PROVIDED MATERIAL ->
————————
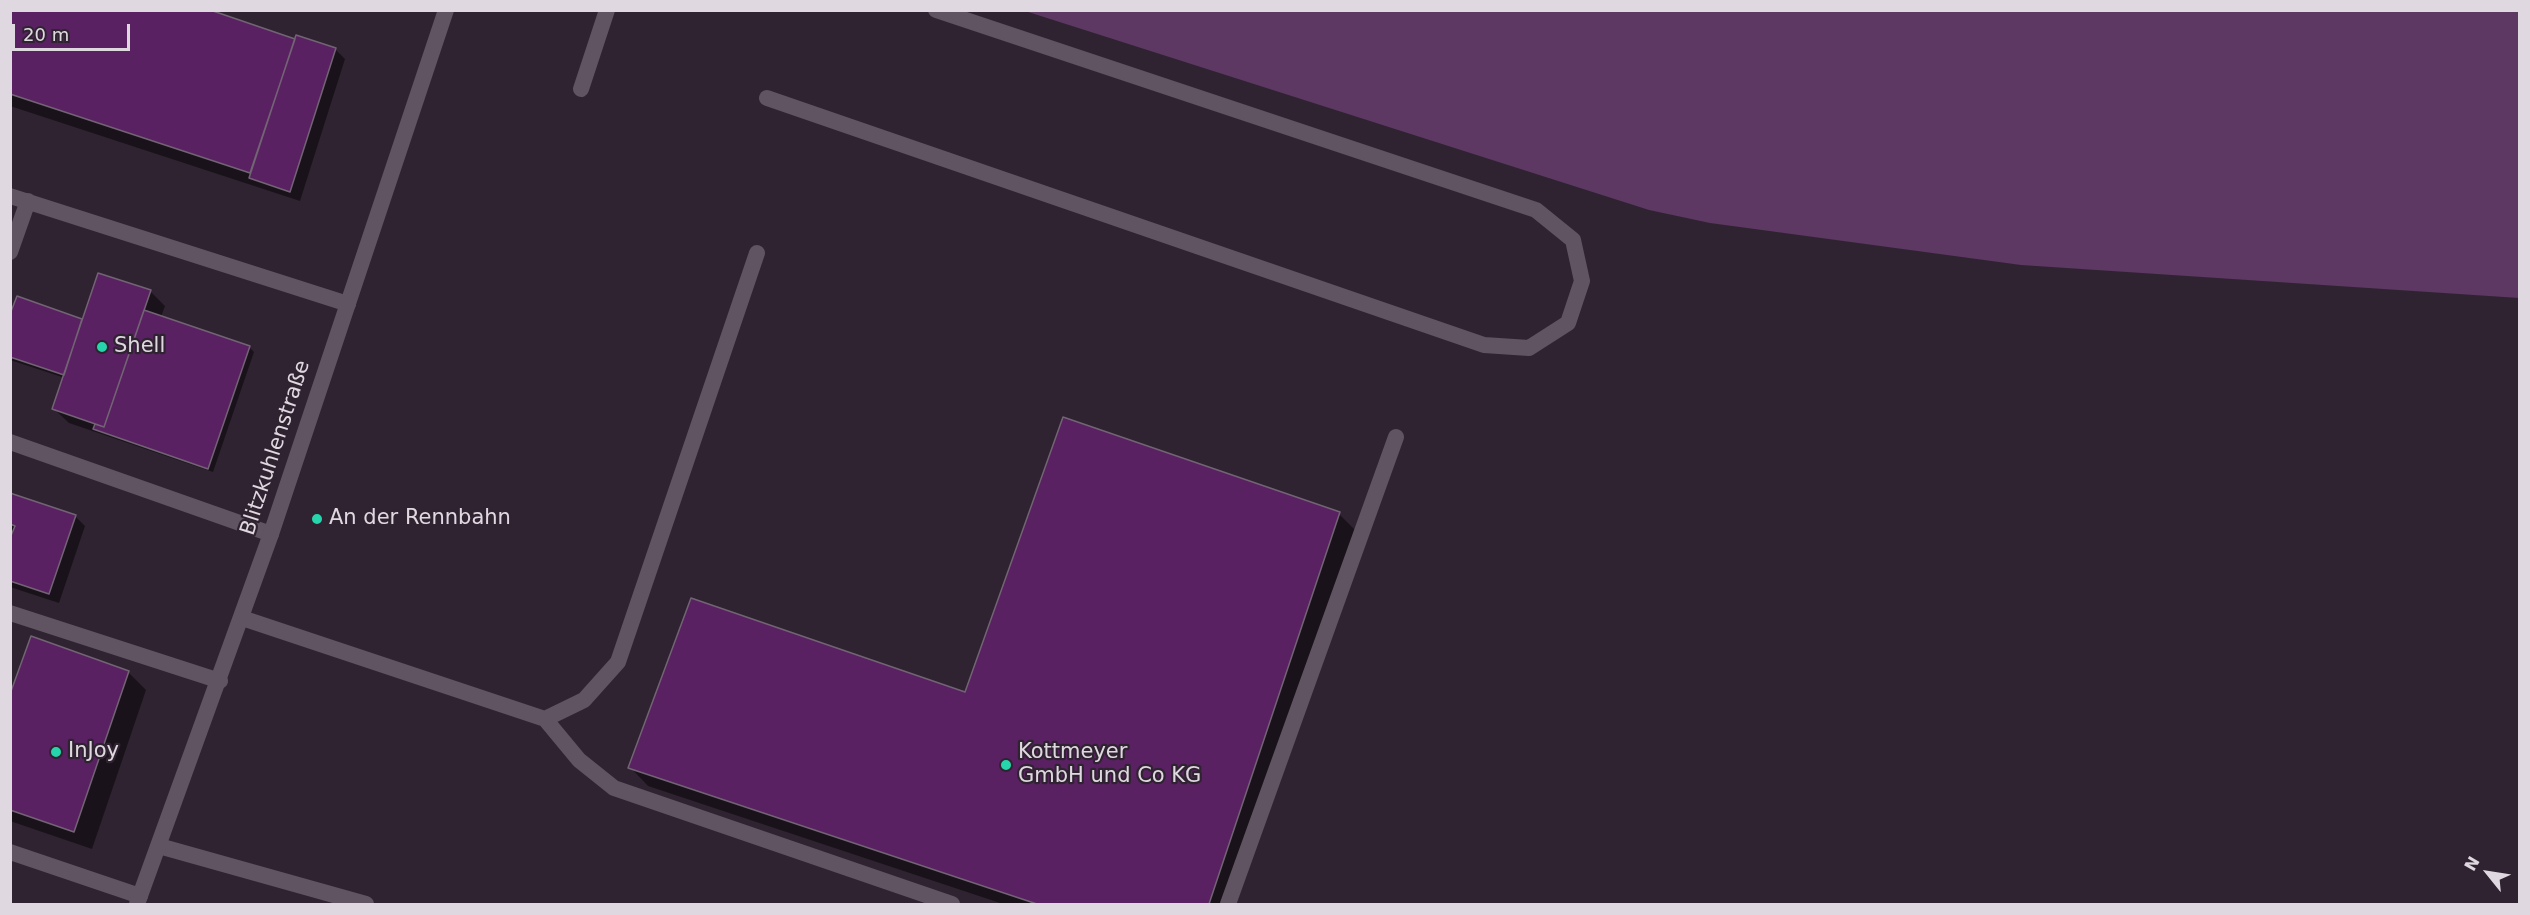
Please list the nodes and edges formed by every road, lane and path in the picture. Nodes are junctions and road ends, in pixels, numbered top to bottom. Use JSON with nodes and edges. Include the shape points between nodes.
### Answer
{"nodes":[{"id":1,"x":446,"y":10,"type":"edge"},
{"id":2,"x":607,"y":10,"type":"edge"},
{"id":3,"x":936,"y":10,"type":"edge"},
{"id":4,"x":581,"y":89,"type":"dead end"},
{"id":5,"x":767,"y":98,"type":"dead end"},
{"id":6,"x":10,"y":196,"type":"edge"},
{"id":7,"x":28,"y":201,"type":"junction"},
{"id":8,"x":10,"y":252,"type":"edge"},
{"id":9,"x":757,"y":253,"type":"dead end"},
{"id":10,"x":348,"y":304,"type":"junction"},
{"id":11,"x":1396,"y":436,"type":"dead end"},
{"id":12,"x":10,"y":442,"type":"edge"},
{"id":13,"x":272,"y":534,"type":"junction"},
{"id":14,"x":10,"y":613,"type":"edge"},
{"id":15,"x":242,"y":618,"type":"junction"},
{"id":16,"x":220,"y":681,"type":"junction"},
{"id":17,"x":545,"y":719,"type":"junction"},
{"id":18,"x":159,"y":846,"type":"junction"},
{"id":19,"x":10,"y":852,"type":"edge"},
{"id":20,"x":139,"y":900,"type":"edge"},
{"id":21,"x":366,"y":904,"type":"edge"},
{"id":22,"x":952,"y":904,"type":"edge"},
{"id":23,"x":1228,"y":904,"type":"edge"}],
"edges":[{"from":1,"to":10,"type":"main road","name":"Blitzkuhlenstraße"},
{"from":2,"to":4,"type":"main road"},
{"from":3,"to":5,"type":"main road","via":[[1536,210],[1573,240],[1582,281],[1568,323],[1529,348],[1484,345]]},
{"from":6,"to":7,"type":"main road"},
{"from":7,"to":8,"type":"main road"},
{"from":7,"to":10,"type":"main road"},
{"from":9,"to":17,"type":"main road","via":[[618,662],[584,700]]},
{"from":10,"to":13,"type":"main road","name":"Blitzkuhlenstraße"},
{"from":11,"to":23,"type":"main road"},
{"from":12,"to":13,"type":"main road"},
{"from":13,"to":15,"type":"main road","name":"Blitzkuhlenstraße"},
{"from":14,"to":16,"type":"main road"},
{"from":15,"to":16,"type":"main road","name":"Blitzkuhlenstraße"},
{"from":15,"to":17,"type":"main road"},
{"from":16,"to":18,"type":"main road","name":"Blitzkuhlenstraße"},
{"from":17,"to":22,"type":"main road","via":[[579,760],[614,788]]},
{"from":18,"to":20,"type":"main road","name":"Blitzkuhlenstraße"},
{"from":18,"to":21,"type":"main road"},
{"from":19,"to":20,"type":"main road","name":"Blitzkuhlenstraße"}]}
————————
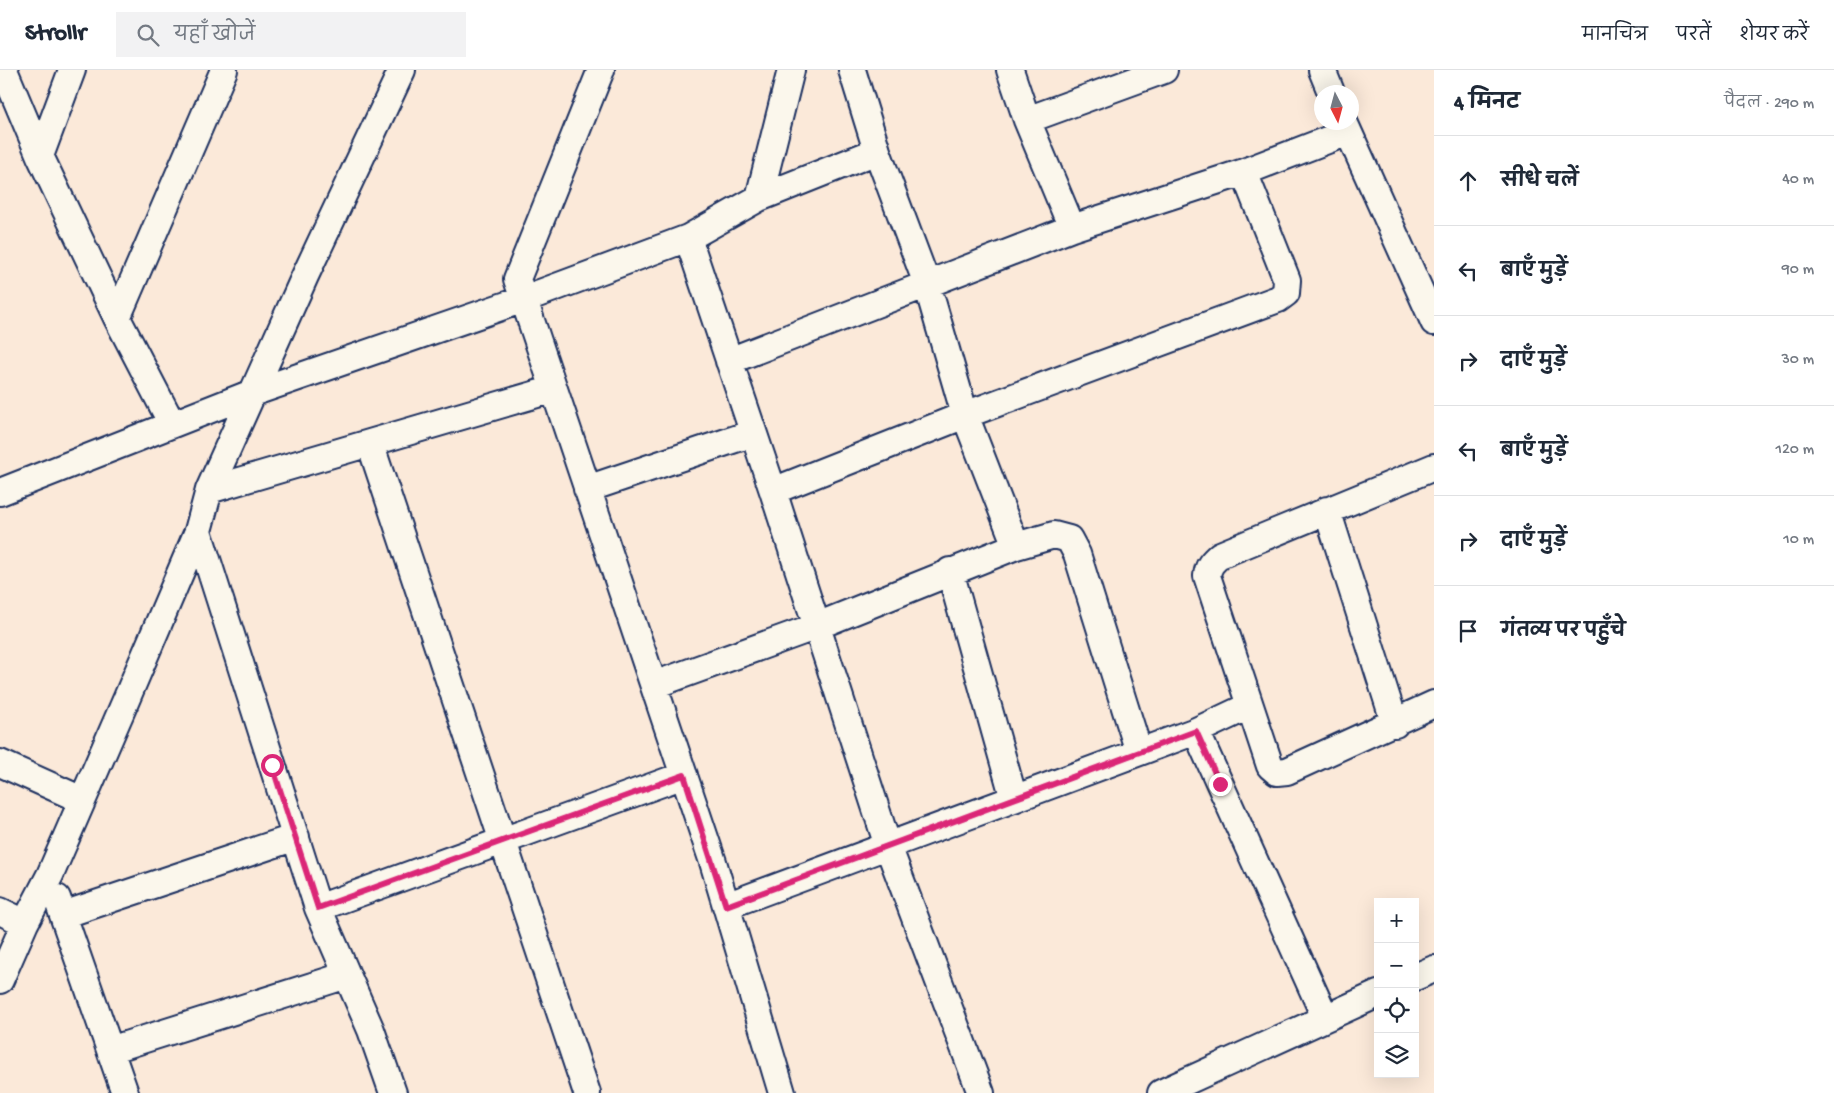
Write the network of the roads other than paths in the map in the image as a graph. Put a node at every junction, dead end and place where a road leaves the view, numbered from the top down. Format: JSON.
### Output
————————
TASK INSTRUCTIONS ->
Copy each line in the data that holds the word "numbered".

EXERCISE OUTPUT ->
Please list the nodes and edges formed by every road, lane and path in the picture. Nodes are junctions and road ends, in pixels, numbered top to bottom. Use JSON with nodes and edges. Include the shape points between nodes.
Write the network of the roads other than paths in the map in the image as a graph. Put a node at every junction, dead end and place where a road leaves the view, numbered from the top down. Format: JSON.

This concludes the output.